Drive-by cyber attacks are some of the nastiest information security threats in cyberspace today.
A drive-by attack is the unintentional download of a virus or malicious software (malware) onto your system.
While social engineering is sometimes involved (a computer user is lured into clicking on a link that takes them to an infected or malicious website set up by criminals), increasingly, a 'drive-by-download' occurs just because someone visits a legitimate website that has been unknowingly compromised by hackers.
What happens is that malware is hidden in the website’s content. According to a blogger at informationsecuritybuzz.com, the person’s computer is infected through a popup or ad, or by being redirected to another infected site. The newly installed software can steal confidential information, or if it is ransomware, it can encrypt important data – unless a ransom is paid.
Drive-by attacks are understandably a worrisome part of cyber crime, and one of the reasons the costs continue to rise.
As reported in a Forbes.com story, research has projected cyber crime costs to reach $2 trillion globally by 2019, which is almost four times the estimated cost of breaches in 2015.
In the article, cyber crime was referred to as one of the greatest threat to every company in the world.
What can an organization do to reduce these computer security threats?

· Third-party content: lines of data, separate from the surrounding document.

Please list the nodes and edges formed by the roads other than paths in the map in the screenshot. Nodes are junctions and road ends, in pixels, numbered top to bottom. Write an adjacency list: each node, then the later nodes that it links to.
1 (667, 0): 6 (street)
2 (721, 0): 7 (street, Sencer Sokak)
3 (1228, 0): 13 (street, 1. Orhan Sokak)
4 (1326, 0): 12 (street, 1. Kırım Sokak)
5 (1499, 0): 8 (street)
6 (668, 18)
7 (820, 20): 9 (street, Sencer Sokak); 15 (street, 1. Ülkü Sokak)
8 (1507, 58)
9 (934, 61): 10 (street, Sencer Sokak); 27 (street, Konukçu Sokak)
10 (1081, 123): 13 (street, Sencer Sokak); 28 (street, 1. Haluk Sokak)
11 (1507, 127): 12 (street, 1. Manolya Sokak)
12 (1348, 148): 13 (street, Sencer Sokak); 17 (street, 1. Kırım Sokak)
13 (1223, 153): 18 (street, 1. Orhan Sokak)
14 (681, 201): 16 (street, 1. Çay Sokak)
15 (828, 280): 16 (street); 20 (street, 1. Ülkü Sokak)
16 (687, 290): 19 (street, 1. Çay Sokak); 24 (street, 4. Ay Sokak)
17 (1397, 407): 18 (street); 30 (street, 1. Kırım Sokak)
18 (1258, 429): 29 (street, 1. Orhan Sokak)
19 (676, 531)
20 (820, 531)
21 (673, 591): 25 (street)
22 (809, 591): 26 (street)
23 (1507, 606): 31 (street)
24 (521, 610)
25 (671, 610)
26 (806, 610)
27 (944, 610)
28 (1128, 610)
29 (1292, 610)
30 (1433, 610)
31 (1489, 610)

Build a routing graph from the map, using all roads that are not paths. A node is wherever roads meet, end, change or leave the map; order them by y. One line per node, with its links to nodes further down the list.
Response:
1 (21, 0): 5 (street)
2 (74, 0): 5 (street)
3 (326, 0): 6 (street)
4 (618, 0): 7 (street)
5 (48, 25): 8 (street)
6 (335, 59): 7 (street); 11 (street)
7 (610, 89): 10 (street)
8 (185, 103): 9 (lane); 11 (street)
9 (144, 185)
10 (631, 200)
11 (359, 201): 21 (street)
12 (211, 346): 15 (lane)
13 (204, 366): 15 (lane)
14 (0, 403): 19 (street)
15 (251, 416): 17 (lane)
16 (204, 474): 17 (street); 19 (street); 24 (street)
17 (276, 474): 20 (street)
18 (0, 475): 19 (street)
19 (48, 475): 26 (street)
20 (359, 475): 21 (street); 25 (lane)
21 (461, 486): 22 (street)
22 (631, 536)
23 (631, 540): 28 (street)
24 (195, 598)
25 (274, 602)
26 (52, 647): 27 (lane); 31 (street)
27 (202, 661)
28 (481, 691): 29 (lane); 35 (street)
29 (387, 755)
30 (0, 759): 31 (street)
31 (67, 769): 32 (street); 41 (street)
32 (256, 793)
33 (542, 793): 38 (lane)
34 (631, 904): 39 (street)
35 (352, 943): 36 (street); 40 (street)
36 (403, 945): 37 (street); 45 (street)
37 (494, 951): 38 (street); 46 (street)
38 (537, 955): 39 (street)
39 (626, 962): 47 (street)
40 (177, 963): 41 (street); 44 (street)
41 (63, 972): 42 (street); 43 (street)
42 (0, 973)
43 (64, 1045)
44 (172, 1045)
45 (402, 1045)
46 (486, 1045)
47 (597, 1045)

- Put the right technology in place. A drive-by attack will usually take advantage of a browser, app, or operating system that is out of date. Update equipment regularly with the latest security patches and script blocking plug-ins as well as malware and virus detection.
- Provide on-going security best practices training for employees. Educate remote workers especially about protecting business devices and information outside of the workplace. Consider a policy to prevent employees from installing devices onto equipment at home – home printers for example – to reduce the risk of an attack.
- Encourage good password hygiene at the office and at home. Passwords protect hard drives and other devices. They protect the office network but also the pathways that are created to the office by mobile workers.
- Experts recommend segmenting the company’s network so everyone is not running on the same server. If an infection occurs, it won’t be able to spread throughout the entire workplace.
- Introduce a culture of security in your organization. This should include security policies and procedures, and the promotion of security best practices from the top down. Different aspects of a workplace should embed security policies - so that security behavior becomes a part of everyone's job. A Clean Desk Policy is a good example.
- Take a risk management approach to document management, and protect confidential information from creation to destruction. Back-up data on external hard-drives that are not left connected to the network. Securely destroy information that is no longer needed. Partner with an information destruction company that provides a chain of custody including on or off site destruction of both paper and hard drives and e-media.
Document security best practices go a long way in protecting an organization from information thieves.